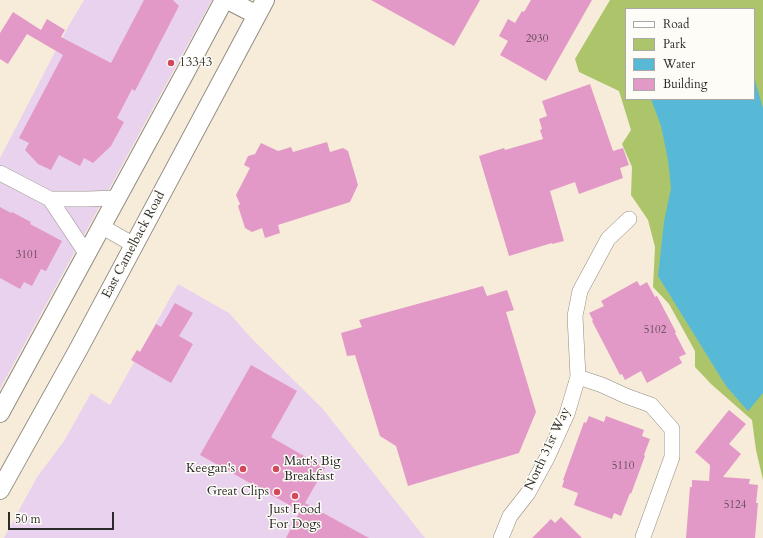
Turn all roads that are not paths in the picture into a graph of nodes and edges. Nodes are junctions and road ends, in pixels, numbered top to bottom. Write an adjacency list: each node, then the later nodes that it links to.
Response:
1 (224, 0): 5 (main road)
2 (228, 0): 3 (main road)
3 (261, 8): 9 (main road, East Camelback Road)
4 (0, 173): 6 (street)
5 (117, 198): 6 (street); 8 (main road)
6 (50, 199): 10 (street)
7 (629, 219): 11 (street, North 31st Way)
8 (101, 226): 9 (street); 10 (main road)
9 (134, 245): 13 (main road, East Camelback Road)
10 (86, 253): 12 (main road)
11 (578, 377): 14 (street, North 31st Way); 15 (street)
12 (0, 413)
13 (0, 490)
14 (501, 538)
15 (643, 538)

▬▬▬

→ Work instruction:
Repeat the material line for line. Pictures stay out of the copy.

→ The completed task:
Turn all roads that are not paths in the picture into a graph of nodes and edges. Nodes are junctions and road ends, in pixels, numbered top to bottom. Write an adjacency list: each node, then the later nodes that it links to.
Response:
1 (224, 0): 5 (main road)
2 (228, 0): 3 (main road)
3 (261, 8): 9 (main road, East Camelback Road)
4 (0, 173): 6 (street)
5 (117, 198): 6 (street); 8 (main road)
6 (50, 199): 10 (street)
7 (629, 219): 11 (street, North 31st Way)
8 (101, 226): 9 (street); 10 (main road)
9 (134, 245): 13 (main road, East Camelback Road)
10 (86, 253): 12 (main road)
11 (578, 377): 14 (street, North 31st Way); 15 (street)
12 (0, 413)
13 (0, 490)
14 (501, 538)
15 (643, 538)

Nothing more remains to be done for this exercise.